From the opening scene of The Lion King, you know that you are getting a unique movie. The music is not what you would expect in any other Disney movie. We do not open with a princess singing her woes; we do not hear a narrative with tinkling, quiet music in the background. Instead, we open up with something that is large and loud and amazing. We open with a bang that suggest that this is no ordinary movie that you will be dealing with. The will be a movie beyond expectations.
To preface my further thoughts on the music, I would just like to inform the reader that I am a percussionist. I like loud music. I like interesting music, filled with complex rhythms, music that stands out from the rest and makes you feel alive. Pretty songs are good and all, but they often lack that extra excitement that I so enjoy as a percussionist.
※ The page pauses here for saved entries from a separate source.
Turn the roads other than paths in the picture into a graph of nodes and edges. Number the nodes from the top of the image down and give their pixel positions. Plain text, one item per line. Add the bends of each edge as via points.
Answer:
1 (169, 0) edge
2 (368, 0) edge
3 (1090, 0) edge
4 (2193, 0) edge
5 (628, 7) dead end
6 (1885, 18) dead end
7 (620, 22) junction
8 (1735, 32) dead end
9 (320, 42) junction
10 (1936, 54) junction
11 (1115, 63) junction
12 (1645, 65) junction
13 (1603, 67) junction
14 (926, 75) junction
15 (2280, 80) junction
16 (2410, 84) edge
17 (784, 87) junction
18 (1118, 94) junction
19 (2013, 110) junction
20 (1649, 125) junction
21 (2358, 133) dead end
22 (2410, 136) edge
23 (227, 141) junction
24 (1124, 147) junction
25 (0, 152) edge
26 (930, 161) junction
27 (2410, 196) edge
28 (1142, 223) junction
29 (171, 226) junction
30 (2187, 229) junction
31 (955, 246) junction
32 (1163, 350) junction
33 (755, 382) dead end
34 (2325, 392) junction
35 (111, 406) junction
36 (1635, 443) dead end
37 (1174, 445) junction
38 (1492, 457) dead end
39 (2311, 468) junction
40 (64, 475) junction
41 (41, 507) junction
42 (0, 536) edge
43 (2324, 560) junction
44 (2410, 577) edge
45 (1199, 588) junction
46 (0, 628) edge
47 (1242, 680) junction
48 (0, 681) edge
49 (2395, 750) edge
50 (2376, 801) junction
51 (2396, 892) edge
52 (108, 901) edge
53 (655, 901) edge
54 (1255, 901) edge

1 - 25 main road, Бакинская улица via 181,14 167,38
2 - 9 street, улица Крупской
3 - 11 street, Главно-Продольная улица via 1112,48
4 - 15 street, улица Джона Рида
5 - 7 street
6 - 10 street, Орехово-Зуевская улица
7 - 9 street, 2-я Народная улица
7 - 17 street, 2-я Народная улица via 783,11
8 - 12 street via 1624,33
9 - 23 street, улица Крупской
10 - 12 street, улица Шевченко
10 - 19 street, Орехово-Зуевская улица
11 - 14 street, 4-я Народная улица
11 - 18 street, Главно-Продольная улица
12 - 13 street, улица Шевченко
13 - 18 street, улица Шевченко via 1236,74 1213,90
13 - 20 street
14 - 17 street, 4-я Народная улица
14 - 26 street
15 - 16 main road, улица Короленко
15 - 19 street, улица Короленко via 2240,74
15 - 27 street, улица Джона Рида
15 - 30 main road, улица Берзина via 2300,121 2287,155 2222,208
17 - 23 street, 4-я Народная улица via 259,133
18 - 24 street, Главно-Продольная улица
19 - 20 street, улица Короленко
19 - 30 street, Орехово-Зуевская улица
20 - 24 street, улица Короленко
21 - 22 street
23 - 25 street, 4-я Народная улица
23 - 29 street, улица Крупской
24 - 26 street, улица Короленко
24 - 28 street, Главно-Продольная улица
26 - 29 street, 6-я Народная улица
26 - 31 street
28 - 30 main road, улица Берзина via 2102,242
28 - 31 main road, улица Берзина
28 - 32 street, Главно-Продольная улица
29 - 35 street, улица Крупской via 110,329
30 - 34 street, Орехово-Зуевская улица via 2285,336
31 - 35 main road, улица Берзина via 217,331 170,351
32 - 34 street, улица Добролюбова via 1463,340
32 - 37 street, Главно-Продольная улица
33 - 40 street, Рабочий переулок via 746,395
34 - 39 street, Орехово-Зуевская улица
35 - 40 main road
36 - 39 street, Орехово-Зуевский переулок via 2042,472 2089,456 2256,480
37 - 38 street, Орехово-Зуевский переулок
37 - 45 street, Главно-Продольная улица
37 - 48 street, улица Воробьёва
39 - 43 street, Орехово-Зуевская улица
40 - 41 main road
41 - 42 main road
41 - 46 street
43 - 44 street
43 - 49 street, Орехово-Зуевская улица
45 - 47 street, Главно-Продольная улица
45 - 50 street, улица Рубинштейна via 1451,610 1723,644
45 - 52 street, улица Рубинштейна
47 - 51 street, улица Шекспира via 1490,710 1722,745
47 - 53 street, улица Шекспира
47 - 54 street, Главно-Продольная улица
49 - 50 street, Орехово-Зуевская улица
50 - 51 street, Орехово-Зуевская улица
This is exciting music. This is the kind of music that lifts my soul and gets me wholeheartedly interested in the story from the get-go. It begins the movie with a kick that no one can forget, helped by the fact that it is sung in Zulu, and that there are some pretty awesome percussion instrumentals going on in the background.
And then we do get that more stereotypical song, upbeat, more show-tuney. However, the African theme is still carried throughout “I Just Can’t Wait to be King”, keeping the soundtrack’s individuality strong and rearing to go. Besides that, the colors are just so bright, and Simba is just so cute, who could dare not to taps their toes to this song?
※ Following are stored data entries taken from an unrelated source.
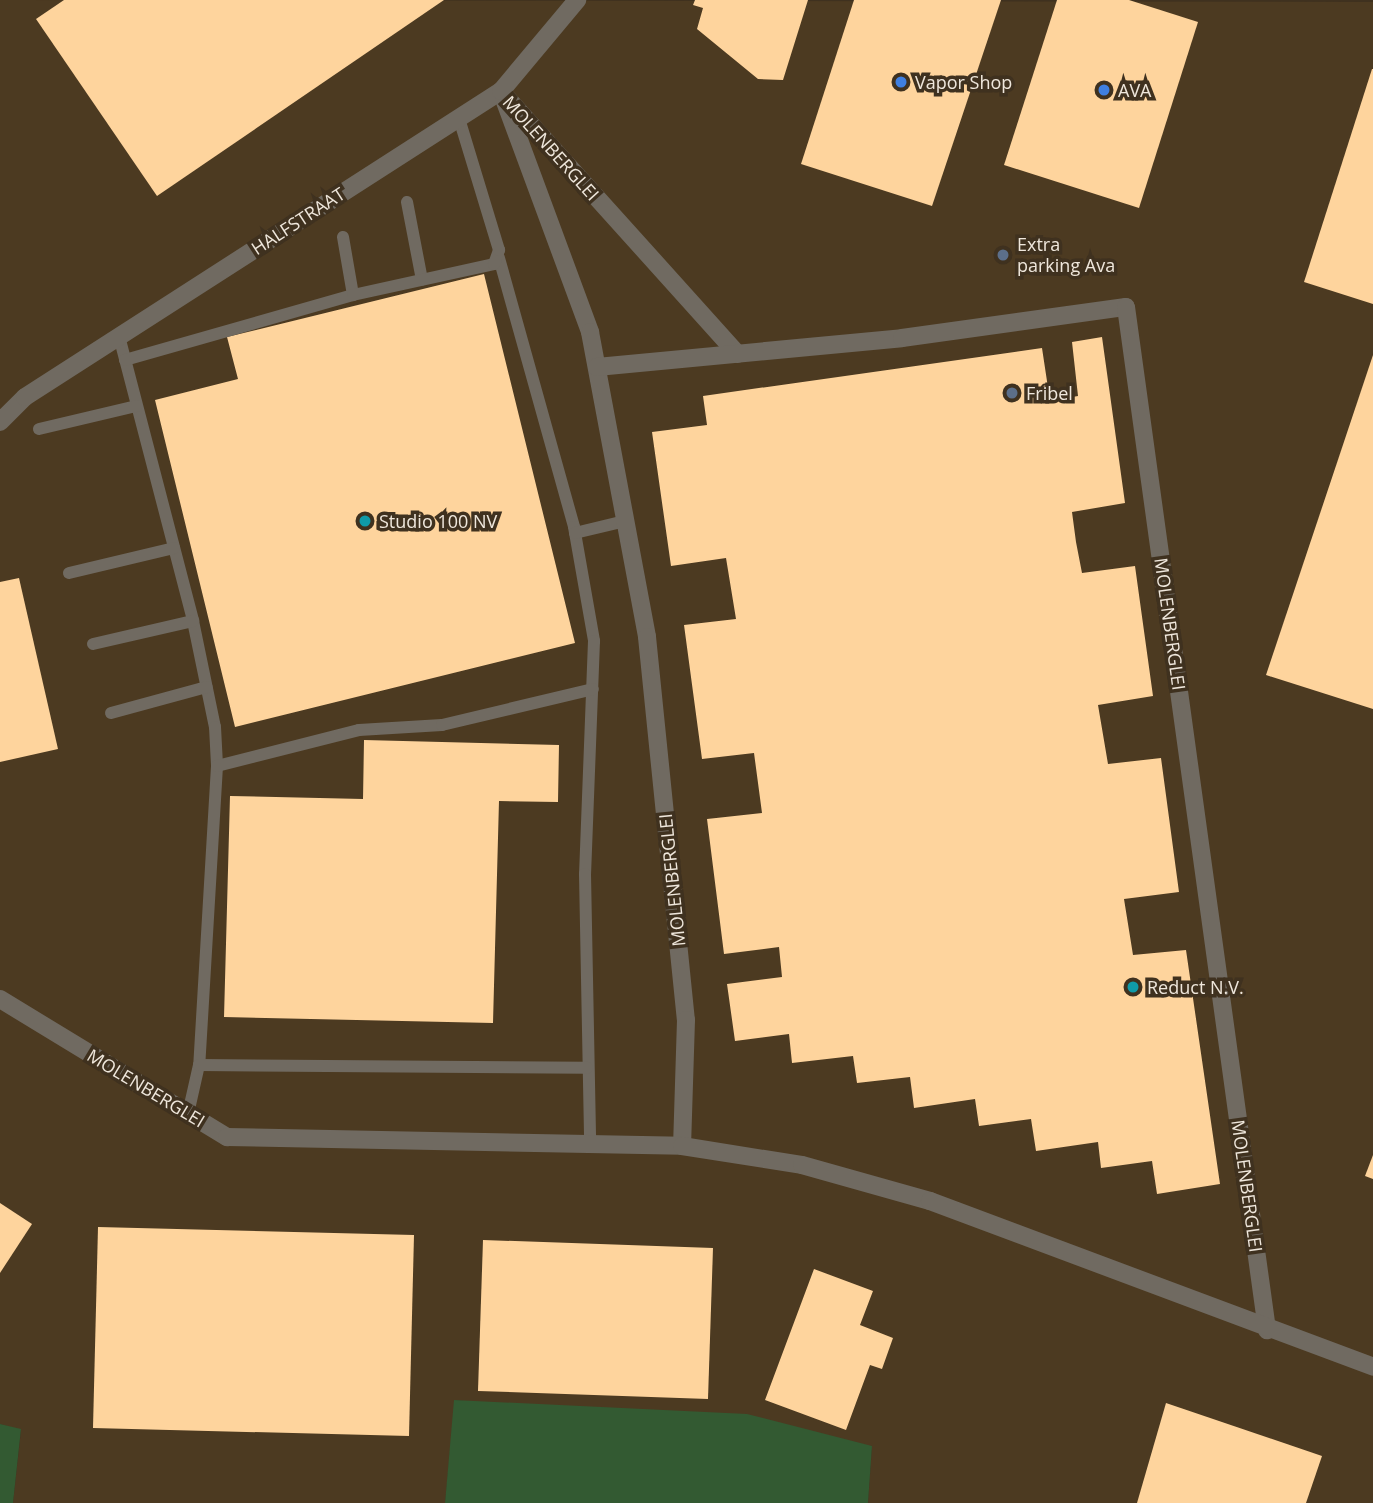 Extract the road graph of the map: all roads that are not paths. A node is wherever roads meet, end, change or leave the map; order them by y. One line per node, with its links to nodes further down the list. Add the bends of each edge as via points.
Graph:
1 (577, 0): 2 (street, HALFSTRAAT)
2 (501, 91): 3 (street, HALFSTRAAT); 10 (street, MOLENBERGLEI); 12 (street, MOLENBERGLEI, via 590,332)
3 (459, 118): 6 (lane); 9 (street, HALFSTRAAT)
4 (407, 202): 7 (lane)
5 (343, 236): 8 (lane)
6 (499, 258): 7 (lane, via 494,264); 17 (lane)
7 (422, 280): 8 (lane)
8 (352, 295): 11 (lane)
9 (119, 336): 11 (lane); 14 (street, HALFSTRAAT, via 25,397)
10 (738, 354): 12 (street, MOLENBERGLEI); 32 (street, MOLENBERGLEI, via 902,338 1126,307)
11 (125, 360): 13 (lane)
12 (597, 367): 16 (street, MOLENBERGLEI)
13 (136, 406): 15 (lane); 18 (lane)
14 (0, 422)
15 (39, 429)
16 (625, 521): 17 (lane); 31 (street, MOLENBERGLEI, via 647,637 686,1020)
17 (575, 533): 23 (lane, via 594,641)
18 (174, 548): 19 (lane); 20 (lane)
19 (69, 572)
20 (193, 621): 21 (lane); 22 (lane)
21 (93, 643)
22 (207, 687): 24 (lane); 25 (lane)
23 (593, 689): 25 (lane, via 442,725 359,730); 28 (lane, via 585,874)
24 (110, 713)
25 (217, 766): 27 (lane)
26 (0, 999): 29 (street, MOLENBERGLEI)
27 (199, 1065): 28 (lane); 29 (lane)
28 (587, 1068): 30 (lane)
29 (188, 1114): 30 (street, MOLENBERGLEI, via 227,1137)
30 (590, 1145): 31 (street, MOLENBERGLEI)
31 (682, 1146): 32 (street, MOLENBERGLEI, via 802,1165 930,1201)
32 (1267, 1329): 33 (street, MOLENBERGLEI)
33 (1373, 1367) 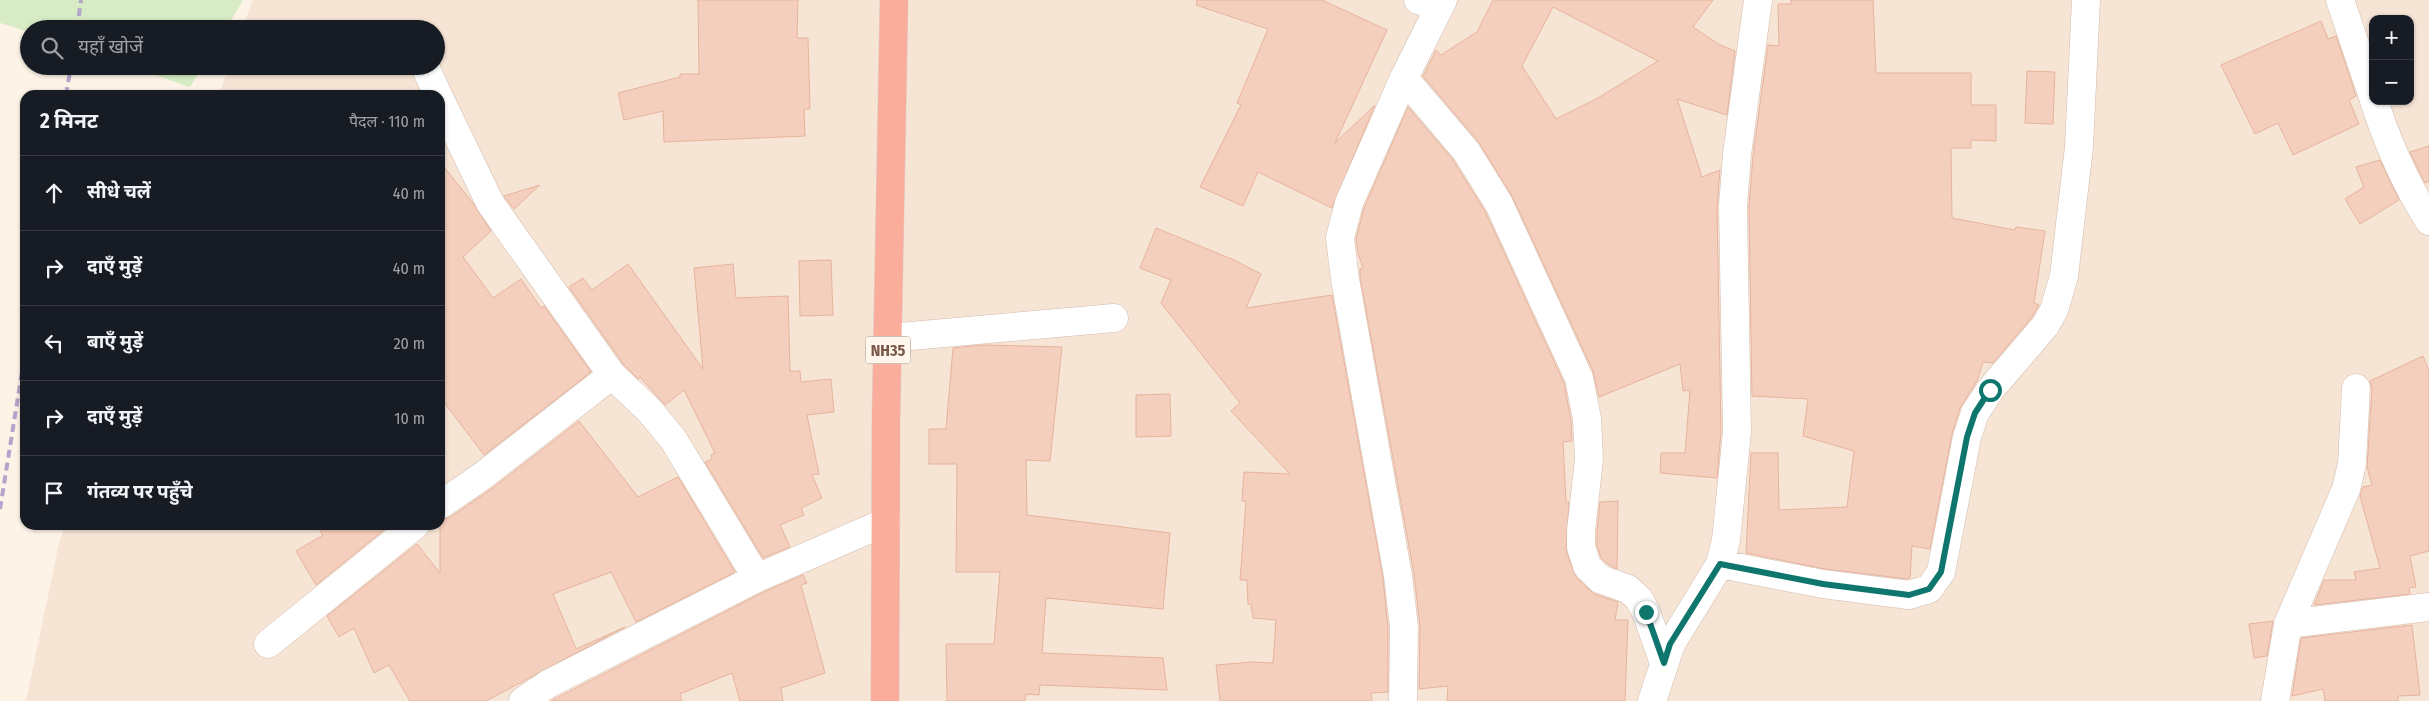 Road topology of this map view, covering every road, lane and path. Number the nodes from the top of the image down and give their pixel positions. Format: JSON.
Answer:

I won’t deny it. “Be Prepared” is my all-time favorite villain song (and let’s face it, all villain songs are awesome even though they are so diabolical, so this is a tough category to win in.) Scar is sleek. He is brutal. He is smart. He was actually king for several years, and was so close to actually winning. This is a fun song. It is a creepy song. Yet again, we have a fresh number that is distinguishable from the others in the soundtrack.
And then comes the song with perhaps the most memorable lyrics. Cute and clever, the Swahili phrase ‘Hakuna Matata’ has incorporated itself into everyday life, because of the upbeat nature of the song, along with the meaning that it holds for many of us. For years, we have all tried to maintain a ‘no worries’ attitude in our darkest moments, and I know that I for one always turn to this song when I am in need of a laugh.
Finally, we have “Can You Feel the Love Tonight”. Personally, this is probably my least favorite song on the soundtrack, but I still prefer it to other Disney-romance songs. Sung by a third person looking into the scene (with Timon and Pumbaa providing a little bit of comic relief) you understand that these two have truly missed each other growing up, and this is no two-minute Disney love story (I’m looking at you Anna!) This is something rooted in childhood, a love that has developed overtime.
So you can keep your “Let it Go”. You can keep your “Beauty and the Beast”, your “Kiss the Girl”, and your “When You Wish Upon a Star”. Because no Disney song quite gets to me like the powerfully emotional creativity of “The Circle of Life”.